Tumors of the minor salivary glands comprise less than 2% of all tumors of the head and neck, and 37% to 48% of these arise from the palate.2,6–8 Minor salivary gland tumors have also been described in the upper lip, buccal mucosa, pharynx, larynx, nasal cavities, and sinuses.4,9 Minor salivary gland tumors of the hard palate have a propensity to arise at the junction of the hard and soft palates, followed by the hard palate, as in our series. Similarly, other studies support a slight preponderance of lesions in females, with a peak incidence in the third through the fifth decades.5 Despite their relative rarity among head and neck neoplasms, minor salivary gland tumors continue to generate notable academic interest, likely due to their potential for aggressive behavior.

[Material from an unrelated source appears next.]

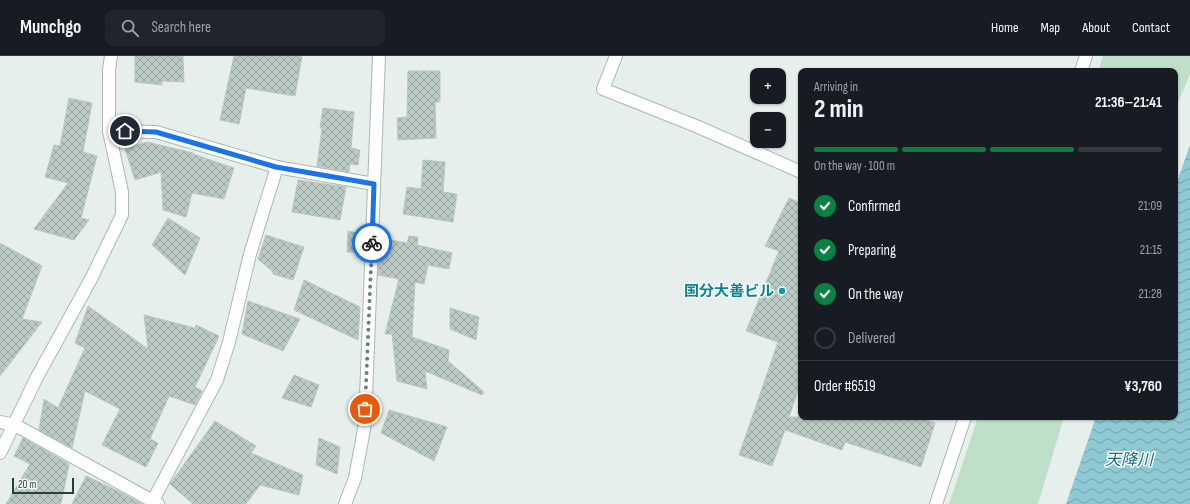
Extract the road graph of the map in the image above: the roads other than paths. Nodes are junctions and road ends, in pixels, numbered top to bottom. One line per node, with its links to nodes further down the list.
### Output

Beckhardt and colleagues have identified several of the presenting features of minor salivary gland tumors of the palate. The presence of a submucosal mass with rare ulceration, dental numbness, and fixation of the lesion to underlying structures are signs and symptoms concerning for malignancy.10 In the present study, we learn that, although most lesions are detected by patients as a swelling on the palate, many may go unnoticed until routine dental examination. The potential for malignancy and the frequent delays between detection and referral underscore the importance of vigilance on the part of our dental colleagues, as well as maintaining open lines of communication between dentists and head and neck surgeons. The presenting symptoms are often nonspecific for malignancy, although we did elucidate a statistically significant association between presenting complaints of pain and dysesthesias and a pathologic diagnosis of adenoid cystic carcinoma. Fortunately, most of these tumors are not overly aggressive, as delays in treatment typically parallel 3 or more years.11

The evaluation of a patient with a minor salivary gland tumor begins with a thorough history and physical. Although the only widely accepted risk factor for salivary gland tumors is prior head and neck irradiation, no specific data exist regarding its import in palatal tumors. Previous authors have surmised a potential relationship between malignancy and tobacco use, but our data did not reveal a statistically significant association.11 Radiographic imaging provides additional information regarding the local and regional extent of disease and also assists surgical planning for both resection and reconstruction. Plain films have been abandoned in favor of computed tomography scanning for accurate bone detail and magnetic resonance imaging to demonstrate soft tissue involvement and the degree of tumor encapsulation, if present.5 Kurabayashi et al have identified several findings on computed tomography scan that are suggestive of malignancy: aggressive bone destruction, extension into the pterygopalatine fossa, and intratumoral calcification.12 An accurate histopathologic diagnosis may then be sought through fine needle aspiration with excellent accuracy, sensitivity, and specificity, or through a more traditional incisional biopsy, ideally performed in the center of the lesion to minimize the likelihood of tumor seeding.5,13

Malignancy rates for minor salivary gland tumors of the palate vary from 35% to 82%, depending on the series.4,5,14 This variability has been attributed to the patient populations and the inherent selection bias of the data sources which are often tertiary care referral centers, potentially skewing the numbers towards a perceived increase in the incidence of malignancy.4 Some disagreement has arisen in the literature regarding the frequency with which certain neoplasms are encountered, as adenoid cystic carcinoma, adenocarcinoma, and mucoepidermoid carcinoma have each been proffered as the most common malignant tumor of the palatal minor salivary glands.2,5,7,9,15 Other malignant tumors encountered include low grade polymorphous adenocarcinoma, carcinoma ex pleomorphic, acinic cell carcinoma, and undifferentiated carcinoma.5 Ours is the first series in which low grade polymorphous adenocarcinoma emerged as the most common malignant tumor of the palatal minor salivary glands, followed by mucoepidermoid carcinoma and adenoid cystic carcinoma. As in the present work, the majority of benign minor salivary gland tumors of the palate are pleomorphic adenomas, with scattered monomorphic adenomas and basal cell adenomas reported.5,10

The diverse histopathology of palatal minor salivary gland neoplasms presents a challenge to the head and neck surgeon in determining the adequate extent of resection. Traditional dogmas such as margins exceeding 1.5 cm may not be applicable, given the propensity of tumors such as adenoid cystic carcinoma and low grade polymorphous adenocarcinoma to invade along nerves in both antegrade and retrograde fashion.16 Recent advances in tumor biology and molecular biology may eventually assist in determining which tumors are more likely to be aggressive.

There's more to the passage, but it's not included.